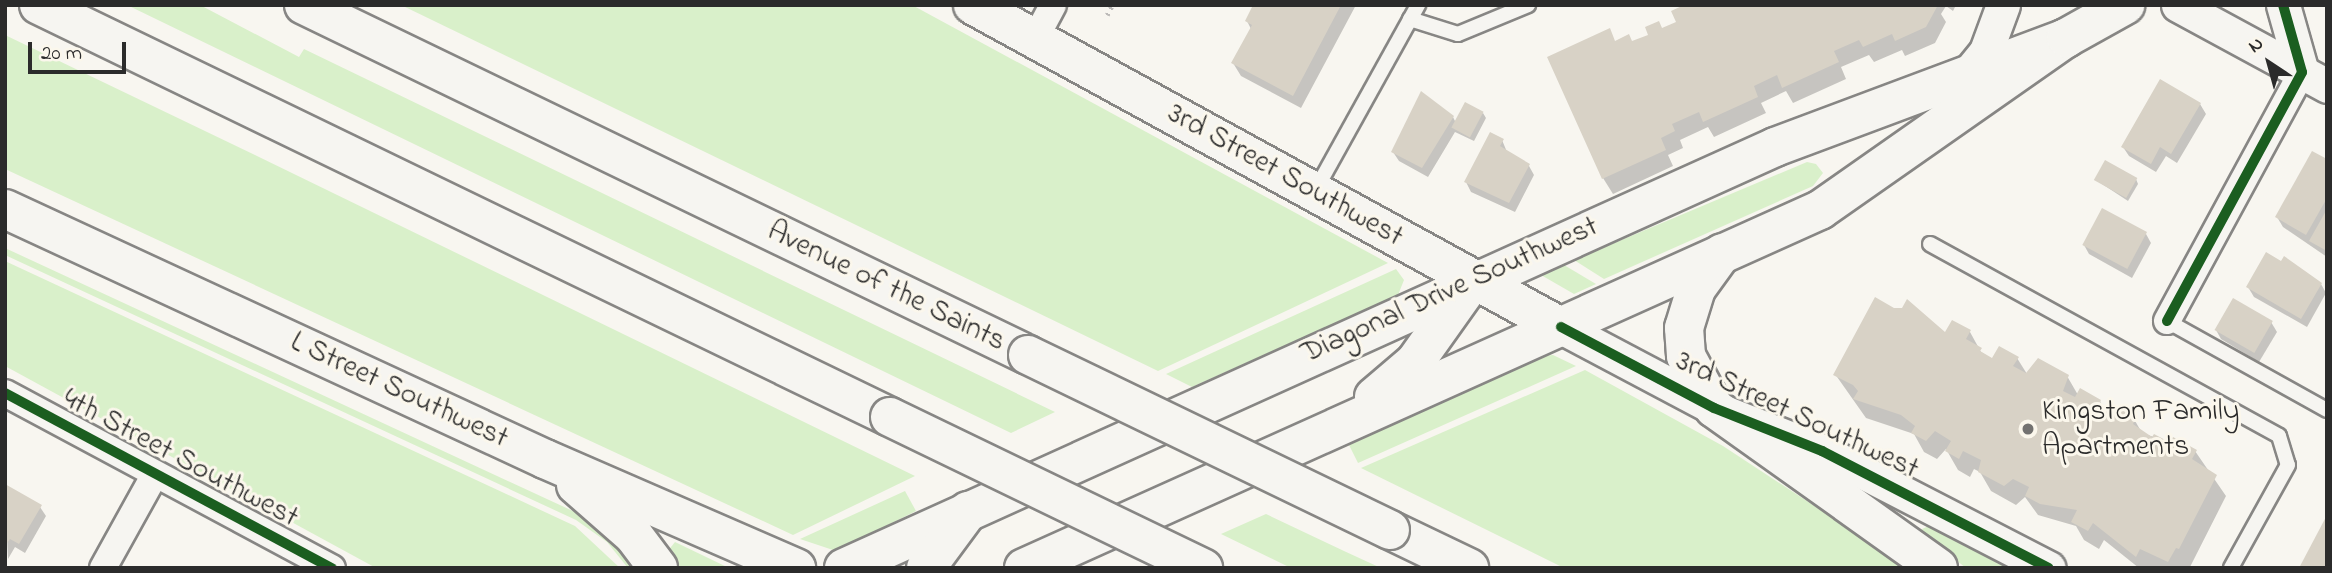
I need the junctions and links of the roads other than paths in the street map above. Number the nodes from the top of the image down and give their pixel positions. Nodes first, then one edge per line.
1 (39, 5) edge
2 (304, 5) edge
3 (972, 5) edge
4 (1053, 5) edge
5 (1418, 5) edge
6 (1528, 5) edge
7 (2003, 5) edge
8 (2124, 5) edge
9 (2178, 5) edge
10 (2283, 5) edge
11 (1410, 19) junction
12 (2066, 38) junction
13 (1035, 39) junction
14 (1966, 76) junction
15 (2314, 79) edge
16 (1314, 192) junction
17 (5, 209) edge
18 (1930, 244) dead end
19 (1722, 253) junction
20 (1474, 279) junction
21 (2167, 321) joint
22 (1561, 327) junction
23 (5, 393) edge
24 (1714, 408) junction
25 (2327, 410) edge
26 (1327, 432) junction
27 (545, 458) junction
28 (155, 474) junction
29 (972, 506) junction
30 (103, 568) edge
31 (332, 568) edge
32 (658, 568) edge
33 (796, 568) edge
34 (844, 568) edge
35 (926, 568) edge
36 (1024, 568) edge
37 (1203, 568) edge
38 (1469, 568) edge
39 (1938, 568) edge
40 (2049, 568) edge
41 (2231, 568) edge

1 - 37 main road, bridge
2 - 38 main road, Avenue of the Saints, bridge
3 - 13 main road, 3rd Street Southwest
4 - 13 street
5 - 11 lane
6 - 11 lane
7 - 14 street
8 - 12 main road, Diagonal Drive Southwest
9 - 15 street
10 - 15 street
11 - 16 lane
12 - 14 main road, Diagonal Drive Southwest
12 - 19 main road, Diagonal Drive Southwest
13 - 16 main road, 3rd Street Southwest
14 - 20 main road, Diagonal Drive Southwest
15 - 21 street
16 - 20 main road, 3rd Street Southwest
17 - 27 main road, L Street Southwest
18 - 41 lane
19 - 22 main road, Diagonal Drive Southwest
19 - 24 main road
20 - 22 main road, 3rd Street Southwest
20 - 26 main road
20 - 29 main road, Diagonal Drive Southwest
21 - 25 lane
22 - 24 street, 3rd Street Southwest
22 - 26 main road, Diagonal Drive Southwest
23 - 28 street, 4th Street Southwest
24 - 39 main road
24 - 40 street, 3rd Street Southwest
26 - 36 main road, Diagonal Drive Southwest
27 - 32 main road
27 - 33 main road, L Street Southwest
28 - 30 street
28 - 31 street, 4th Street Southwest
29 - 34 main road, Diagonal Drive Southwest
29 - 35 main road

= = = =

▶ [PROMPT]: The response must consist of the entries above exactly as they stand, minus any pictures.

▶ [RESPONSE TO THE EXERCISE]:
I need the junctions and links of the roads other than paths in the street map above. Number the nodes from the top of the image down and give their pixel positions. Nodes first, then one edge per line.
1 (39, 5) edge
2 (304, 5) edge
3 (972, 5) edge
4 (1053, 5) edge
5 (1418, 5) edge
6 (1528, 5) edge
7 (2003, 5) edge
8 (2124, 5) edge
9 (2178, 5) edge
10 (2283, 5) edge
11 (1410, 19) junction
12 (2066, 38) junction
13 (1035, 39) junction
14 (1966, 76) junction
15 (2314, 79) edge
16 (1314, 192) junction
17 (5, 209) edge
18 (1930, 244) dead end
19 (1722, 253) junction
20 (1474, 279) junction
21 (2167, 321) joint
22 (1561, 327) junction
23 (5, 393) edge
24 (1714, 408) junction
25 (2327, 410) edge
26 (1327, 432) junction
27 (545, 458) junction
28 (155, 474) junction
29 (972, 506) junction
30 (103, 568) edge
31 (332, 568) edge
32 (658, 568) edge
33 (796, 568) edge
34 (844, 568) edge
35 (926, 568) edge
36 (1024, 568) edge
37 (1203, 568) edge
38 (1469, 568) edge
39 (1938, 568) edge
40 (2049, 568) edge
41 (2231, 568) edge

1 - 37 main road, bridge
2 - 38 main road, Avenue of the Saints, bridge
3 - 13 main road, 3rd Street Southwest
4 - 13 street
5 - 11 lane
6 - 11 lane
7 - 14 street
8 - 12 main road, Diagonal Drive Southwest
9 - 15 street
10 - 15 street
11 - 16 lane
12 - 14 main road, Diagonal Drive Southwest
12 - 19 main road, Diagonal Drive Southwest
13 - 16 main road, 3rd Street Southwest
14 - 20 main road, Diagonal Drive Southwest
15 - 21 street
16 - 20 main road, 3rd Street Southwest
17 - 27 main road, L Street Southwest
18 - 41 lane
19 - 22 main road, Diagonal Drive Southwest
19 - 24 main road
20 - 22 main road, 3rd Street Southwest
20 - 26 main road
20 - 29 main road, Diagonal Drive Southwest
21 - 25 lane
22 - 24 street, 3rd Street Southwest
22 - 26 main road, Diagonal Drive Southwest
23 - 28 street, 4th Street Southwest
24 - 39 main road
24 - 40 street, 3rd Street Southwest
26 - 36 main road, Diagonal Drive Southwest
27 - 32 main road
27 - 33 main road, L Street Southwest
28 - 30 street
28 - 31 street, 4th Street Southwest
29 - 34 main road, Diagonal Drive Southwest
29 - 35 main road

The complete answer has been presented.